[Items from a data source]
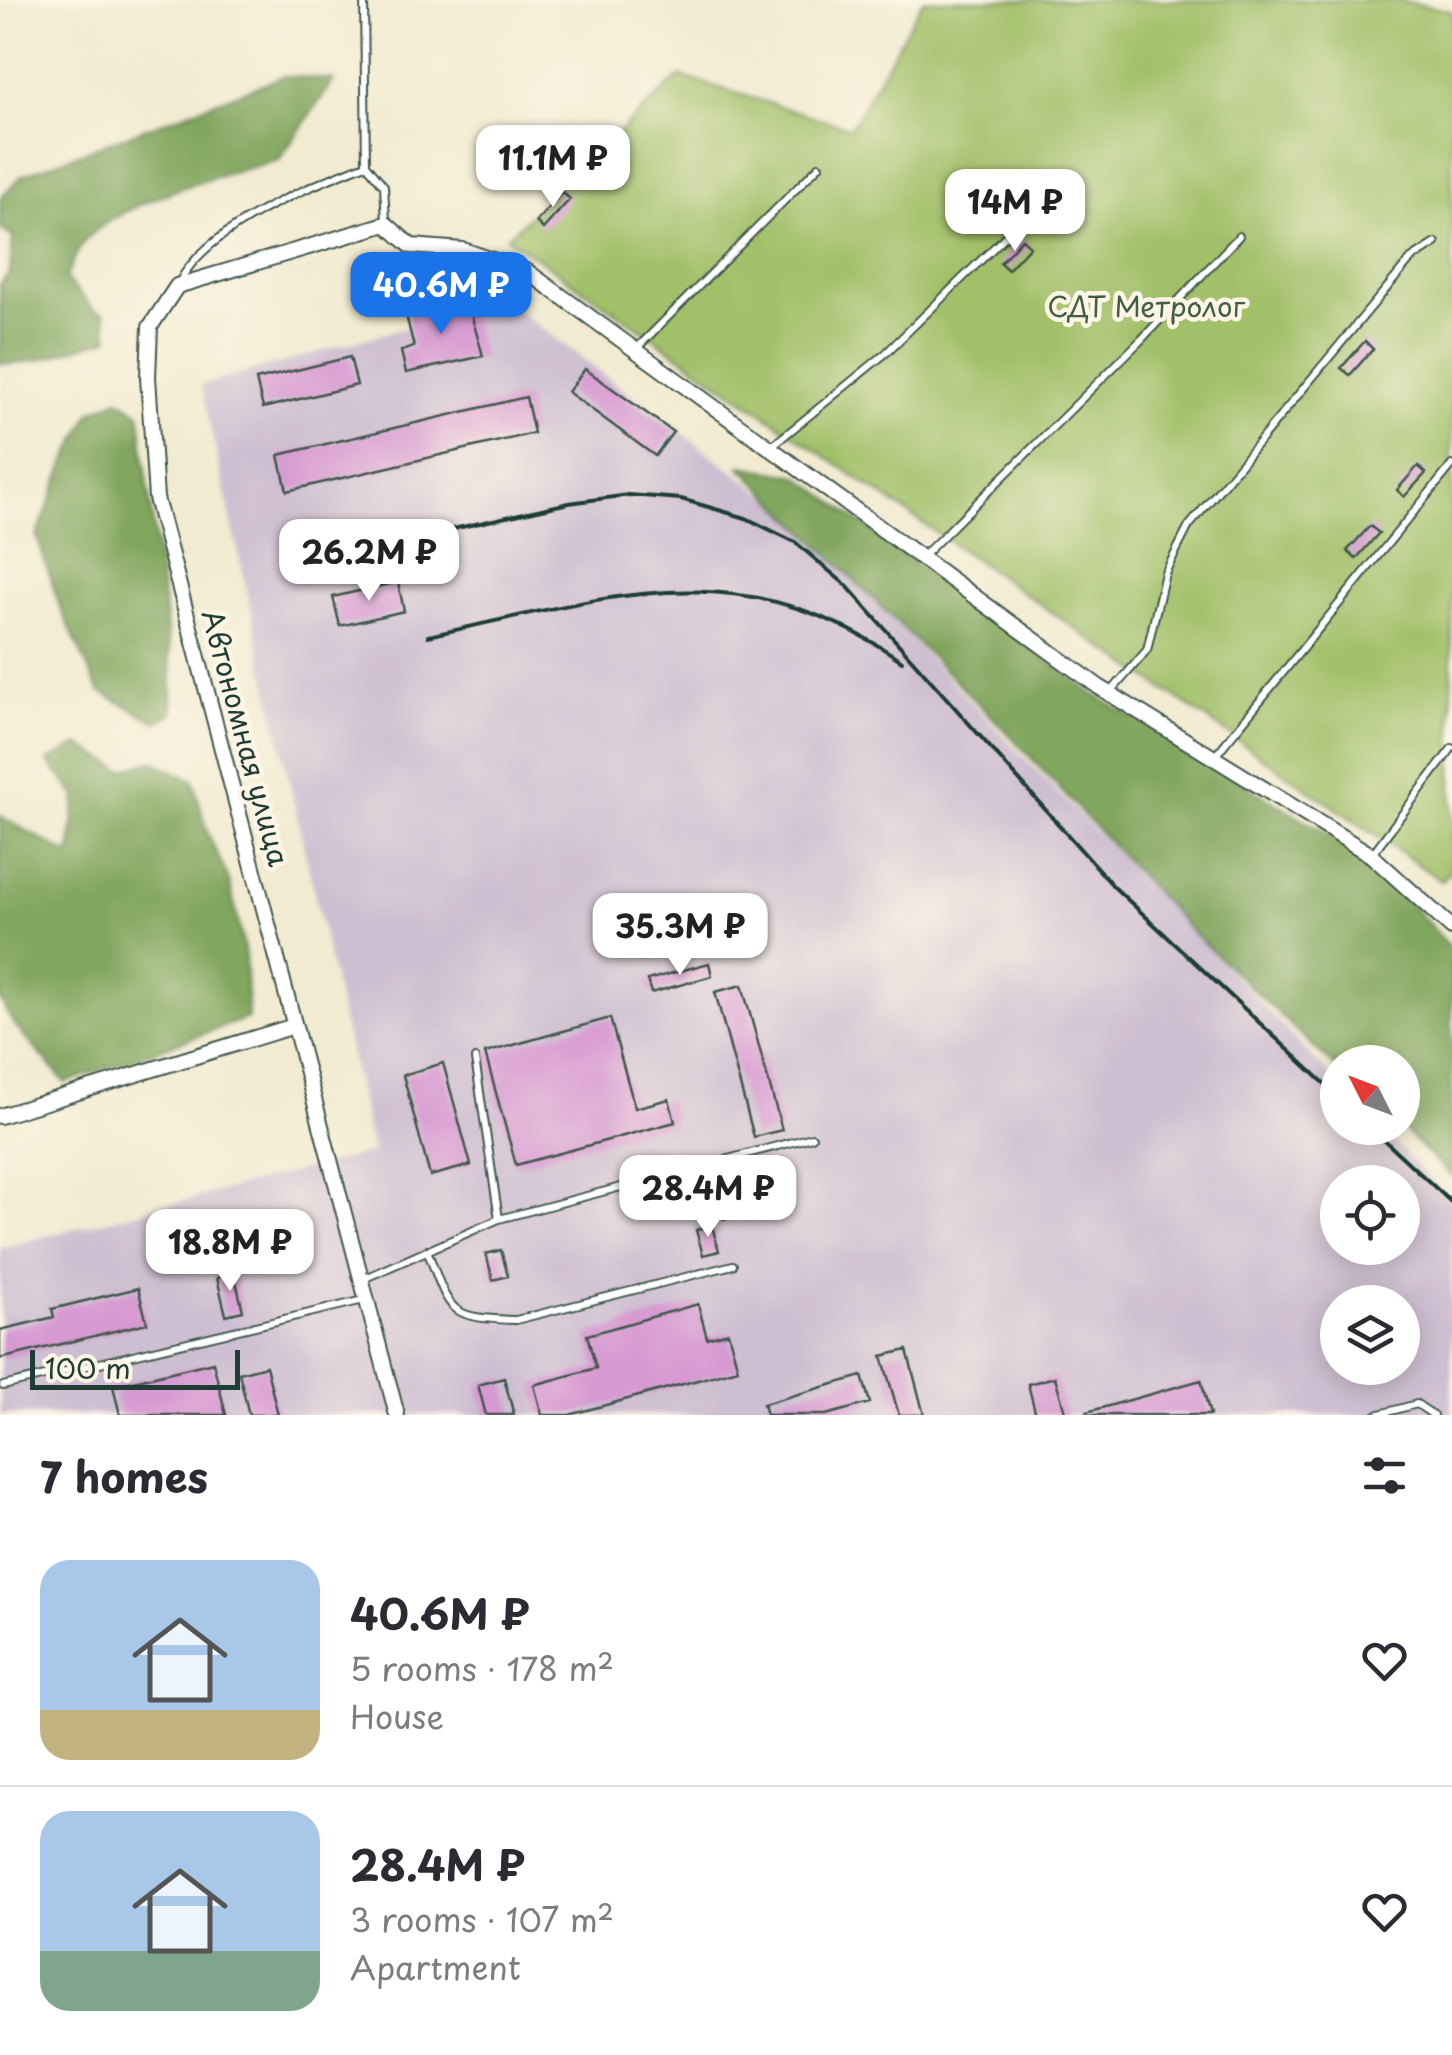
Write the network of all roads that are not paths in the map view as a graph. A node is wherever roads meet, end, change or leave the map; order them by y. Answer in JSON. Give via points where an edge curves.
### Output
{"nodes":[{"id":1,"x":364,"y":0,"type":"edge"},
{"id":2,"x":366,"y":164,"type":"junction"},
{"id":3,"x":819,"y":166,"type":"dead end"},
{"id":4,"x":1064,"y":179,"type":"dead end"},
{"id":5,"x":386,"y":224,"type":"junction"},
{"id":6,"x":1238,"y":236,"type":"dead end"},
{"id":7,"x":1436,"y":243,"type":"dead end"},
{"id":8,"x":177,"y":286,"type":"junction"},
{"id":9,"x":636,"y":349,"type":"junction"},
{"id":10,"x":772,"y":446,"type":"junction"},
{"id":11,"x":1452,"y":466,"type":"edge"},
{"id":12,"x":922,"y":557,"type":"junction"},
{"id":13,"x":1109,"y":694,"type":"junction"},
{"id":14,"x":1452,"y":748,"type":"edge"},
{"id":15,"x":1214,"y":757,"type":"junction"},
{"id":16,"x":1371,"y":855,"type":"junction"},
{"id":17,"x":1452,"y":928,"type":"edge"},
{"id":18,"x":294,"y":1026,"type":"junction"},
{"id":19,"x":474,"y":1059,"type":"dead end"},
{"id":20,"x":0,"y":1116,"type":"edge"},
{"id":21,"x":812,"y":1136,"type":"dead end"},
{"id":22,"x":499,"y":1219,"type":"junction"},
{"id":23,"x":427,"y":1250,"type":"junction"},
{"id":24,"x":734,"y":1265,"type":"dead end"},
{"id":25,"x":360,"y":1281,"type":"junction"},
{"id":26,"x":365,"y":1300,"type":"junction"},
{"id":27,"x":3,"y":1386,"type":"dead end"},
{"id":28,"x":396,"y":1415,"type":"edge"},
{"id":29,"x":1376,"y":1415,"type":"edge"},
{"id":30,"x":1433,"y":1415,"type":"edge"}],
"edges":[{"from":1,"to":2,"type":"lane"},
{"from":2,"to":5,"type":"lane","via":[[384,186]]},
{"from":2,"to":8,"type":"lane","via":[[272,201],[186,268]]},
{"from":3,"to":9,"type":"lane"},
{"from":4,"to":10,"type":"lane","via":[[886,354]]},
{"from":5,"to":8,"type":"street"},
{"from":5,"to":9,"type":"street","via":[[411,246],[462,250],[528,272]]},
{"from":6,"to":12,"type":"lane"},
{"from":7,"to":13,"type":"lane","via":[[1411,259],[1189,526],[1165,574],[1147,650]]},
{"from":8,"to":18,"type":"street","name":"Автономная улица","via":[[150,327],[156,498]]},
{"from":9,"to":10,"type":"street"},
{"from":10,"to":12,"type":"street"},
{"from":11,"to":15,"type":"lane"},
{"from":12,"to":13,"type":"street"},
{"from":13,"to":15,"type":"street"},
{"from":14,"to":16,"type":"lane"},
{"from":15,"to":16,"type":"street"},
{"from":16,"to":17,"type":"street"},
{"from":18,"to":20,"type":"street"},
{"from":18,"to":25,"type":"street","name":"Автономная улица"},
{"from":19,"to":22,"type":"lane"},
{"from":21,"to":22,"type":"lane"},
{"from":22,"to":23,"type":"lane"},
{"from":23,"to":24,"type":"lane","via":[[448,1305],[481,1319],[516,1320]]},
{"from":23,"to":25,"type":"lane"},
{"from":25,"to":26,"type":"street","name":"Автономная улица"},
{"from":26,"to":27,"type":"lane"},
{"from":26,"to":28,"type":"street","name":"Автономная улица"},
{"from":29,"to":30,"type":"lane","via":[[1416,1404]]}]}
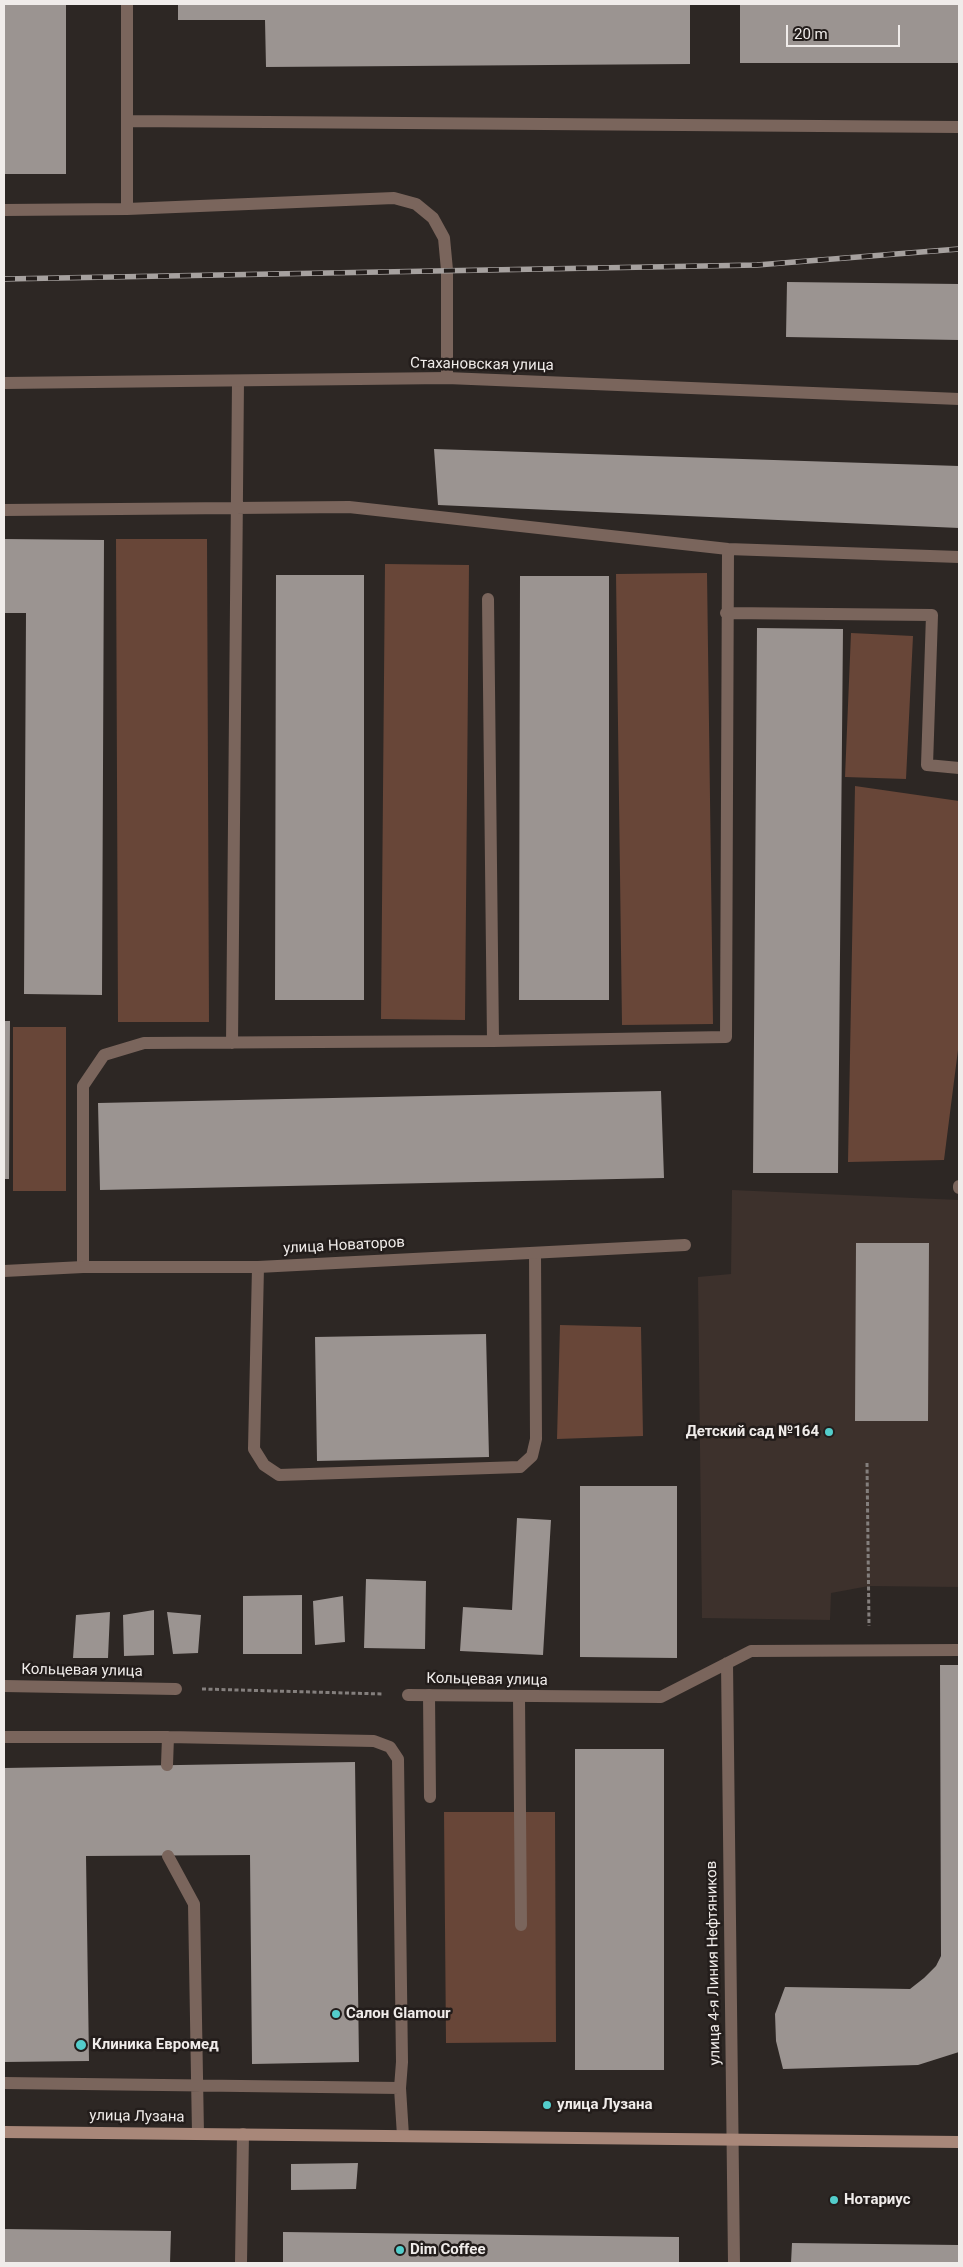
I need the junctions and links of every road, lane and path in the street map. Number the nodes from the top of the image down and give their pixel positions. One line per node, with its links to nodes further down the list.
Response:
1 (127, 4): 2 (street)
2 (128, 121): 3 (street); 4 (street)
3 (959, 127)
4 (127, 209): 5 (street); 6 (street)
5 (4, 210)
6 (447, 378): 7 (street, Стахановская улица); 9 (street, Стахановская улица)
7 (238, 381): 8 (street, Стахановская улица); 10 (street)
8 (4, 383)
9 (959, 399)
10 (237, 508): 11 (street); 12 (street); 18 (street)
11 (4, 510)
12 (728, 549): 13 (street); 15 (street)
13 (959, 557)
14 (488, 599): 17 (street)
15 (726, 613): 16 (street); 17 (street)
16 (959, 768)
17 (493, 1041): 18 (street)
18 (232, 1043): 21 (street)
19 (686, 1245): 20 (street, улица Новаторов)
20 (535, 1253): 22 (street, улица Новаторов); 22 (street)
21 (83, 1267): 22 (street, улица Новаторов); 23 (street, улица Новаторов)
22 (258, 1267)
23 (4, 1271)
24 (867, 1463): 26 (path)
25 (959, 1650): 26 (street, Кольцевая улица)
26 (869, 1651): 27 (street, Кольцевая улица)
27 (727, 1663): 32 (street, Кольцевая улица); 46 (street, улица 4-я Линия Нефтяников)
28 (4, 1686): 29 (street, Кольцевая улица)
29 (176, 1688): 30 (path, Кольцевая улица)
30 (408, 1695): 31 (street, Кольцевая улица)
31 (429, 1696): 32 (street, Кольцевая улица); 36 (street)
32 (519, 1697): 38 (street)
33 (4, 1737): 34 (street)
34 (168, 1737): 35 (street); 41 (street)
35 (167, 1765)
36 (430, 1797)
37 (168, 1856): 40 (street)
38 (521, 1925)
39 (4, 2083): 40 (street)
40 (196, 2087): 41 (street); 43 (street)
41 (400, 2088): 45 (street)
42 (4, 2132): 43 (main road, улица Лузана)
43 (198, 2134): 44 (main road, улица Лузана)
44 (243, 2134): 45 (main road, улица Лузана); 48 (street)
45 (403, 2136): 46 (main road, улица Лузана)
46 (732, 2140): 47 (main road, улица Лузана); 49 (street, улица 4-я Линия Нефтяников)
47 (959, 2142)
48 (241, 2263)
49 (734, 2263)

### [Task statement]
Your answer must be a verbatim copy of the entries above, with no images included.

### [Exercise output]
Write the network of all roads that are not paths in the map view as a graph. A node is wherever roads meet, end, change or leave the map; order them by y. Answer in JSON. Give via points where an edge curves.
### Output
{"nodes":[{"id":1,"x":364,"y":0,"type":"edge"},
{"id":2,"x":366,"y":164,"type":"junction"},
{"id":3,"x":819,"y":166,"type":"dead end"},
{"id":4,"x":1064,"y":179,"type":"dead end"},
{"id":5,"x":386,"y":224,"type":"junction"},
{"id":6,"x":1238,"y":236,"type":"dead end"},
{"id":7,"x":1436,"y":243,"type":"dead end"},
{"id":8,"x":177,"y":286,"type":"junction"},
{"id":9,"x":636,"y":349,"type":"junction"},
{"id":10,"x":772,"y":446,"type":"junction"},
{"id":11,"x":1452,"y":466,"type":"edge"},
{"id":12,"x":922,"y":557,"type":"junction"},
{"id":13,"x":1109,"y":694,"type":"junction"},
{"id":14,"x":1452,"y":748,"type":"edge"},
{"id":15,"x":1214,"y":757,"type":"junction"},
{"id":16,"x":1371,"y":855,"type":"junction"},
{"id":17,"x":1452,"y":928,"type":"edge"},
{"id":18,"x":294,"y":1026,"type":"junction"},
{"id":19,"x":474,"y":1059,"type":"dead end"},
{"id":20,"x":0,"y":1116,"type":"edge"},
{"id":21,"x":812,"y":1136,"type":"dead end"},
{"id":22,"x":499,"y":1219,"type":"junction"},
{"id":23,"x":427,"y":1250,"type":"junction"},
{"id":24,"x":734,"y":1265,"type":"dead end"},
{"id":25,"x":360,"y":1281,"type":"junction"},
{"id":26,"x":365,"y":1300,"type":"junction"},
{"id":27,"x":3,"y":1386,"type":"dead end"},
{"id":28,"x":396,"y":1415,"type":"edge"},
{"id":29,"x":1376,"y":1415,"type":"edge"},
{"id":30,"x":1433,"y":1415,"type":"edge"}],
"edges":[{"from":1,"to":2,"type":"lane"},
{"from":2,"to":5,"type":"lane","via":[[384,186]]},
{"from":2,"to":8,"type":"lane","via":[[272,201],[186,268]]},
{"from":3,"to":9,"type":"lane"},
{"from":4,"to":10,"type":"lane","via":[[886,354]]},
{"from":5,"to":8,"type":"street"},
{"from":5,"to":9,"type":"street","via":[[411,246],[462,250],[528,272]]},
{"from":6,"to":12,"type":"lane"},
{"from":7,"to":13,"type":"lane","via":[[1411,259],[1189,526],[1165,574],[1147,650]]},
{"from":8,"to":18,"type":"street","name":"Автономная улица","via":[[150,327],[156,498]]},
{"from":9,"to":10,"type":"street"},
{"from":10,"to":12,"type":"street"},
{"from":11,"to":15,"type":"lane"},
{"from":12,"to":13,"type":"street"},
{"from":13,"to":15,"type":"street"},
{"from":14,"to":16,"type":"lane"},
{"from":15,"to":16,"type":"street"},
{"from":16,"to":17,"type":"street"},
{"from":18,"to":20,"type":"street"},
{"from":18,"to":25,"type":"street","name":"Автономная улица"},
{"from":19,"to":22,"type":"lane"},
{"from":21,"to":22,"type":"lane"},
{"from":22,"to":23,"type":"lane"},
{"from":23,"to":24,"type":"lane","via":[[448,1305],[481,1319],[516,1320]]},
{"from":23,"to":25,"type":"lane"},
{"from":25,"to":26,"type":"street","name":"Автономная улица"},
{"from":26,"to":27,"type":"lane"},
{"from":26,"to":28,"type":"street","name":"Автономная улица"},
{"from":29,"to":30,"type":"lane","via":[[1416,1404]]}]}
I need the junctions and links of every road, lane and path in the street map. Number the nodes from the top of the image down and give their pixel positions. One line per node, with its links to nodes further down the list.
Response:
1 (127, 4): 2 (street)
2 (128, 121): 3 (street); 4 (street)
3 (959, 127)
4 (127, 209): 5 (street); 6 (street)
5 (4, 210)
6 (447, 378): 7 (street, Стахановская улица); 9 (street, Стахановская улица)
7 (238, 381): 8 (street, Стахановская улица); 10 (street)
8 (4, 383)
9 (959, 399)
10 (237, 508): 11 (street); 12 (street); 18 (street)
11 (4, 510)
12 (728, 549): 13 (street); 15 (street)
13 (959, 557)
14 (488, 599): 17 (street)
15 (726, 613): 16 (street); 17 (street)
16 (959, 768)
17 (493, 1041): 18 (street)
18 (232, 1043): 21 (street)
19 (686, 1245): 20 (street, улица Новаторов)
20 (535, 1253): 22 (street, улица Новаторов); 22 (street)
21 (83, 1267): 22 (street, улица Новаторов); 23 (street, улица Новаторов)
22 (258, 1267)
23 (4, 1271)
24 (867, 1463): 26 (path)
25 (959, 1650): 26 (street, Кольцевая улица)
26 (869, 1651): 27 (street, Кольцевая улица)
27 (727, 1663): 32 (street, Кольцевая улица); 46 (street, улица 4-я Линия Нефтяников)
28 (4, 1686): 29 (street, Кольцевая улица)
29 (176, 1688): 30 (path, Кольцевая улица)
30 (408, 1695): 31 (street, Кольцевая улица)
31 (429, 1696): 32 (street, Кольцевая улица); 36 (street)
32 (519, 1697): 38 (street)
33 (4, 1737): 34 (street)
34 (168, 1737): 35 (street); 41 (street)
35 (167, 1765)
36 (430, 1797)
37 (168, 1856): 40 (street)
38 (521, 1925)
39 (4, 2083): 40 (street)
40 (196, 2087): 41 (street); 43 (street)
41 (400, 2088): 45 (street)
42 (4, 2132): 43 (main road, улица Лузана)
43 (198, 2134): 44 (main road, улица Лузана)
44 (243, 2134): 45 (main road, улица Лузана); 48 (street)
45 (403, 2136): 46 (main road, улица Лузана)
46 (732, 2140): 47 (main road, улица Лузана); 49 (street, улица 4-я Линия Нефтяников)
47 (959, 2142)
48 (241, 2263)
49 (734, 2263)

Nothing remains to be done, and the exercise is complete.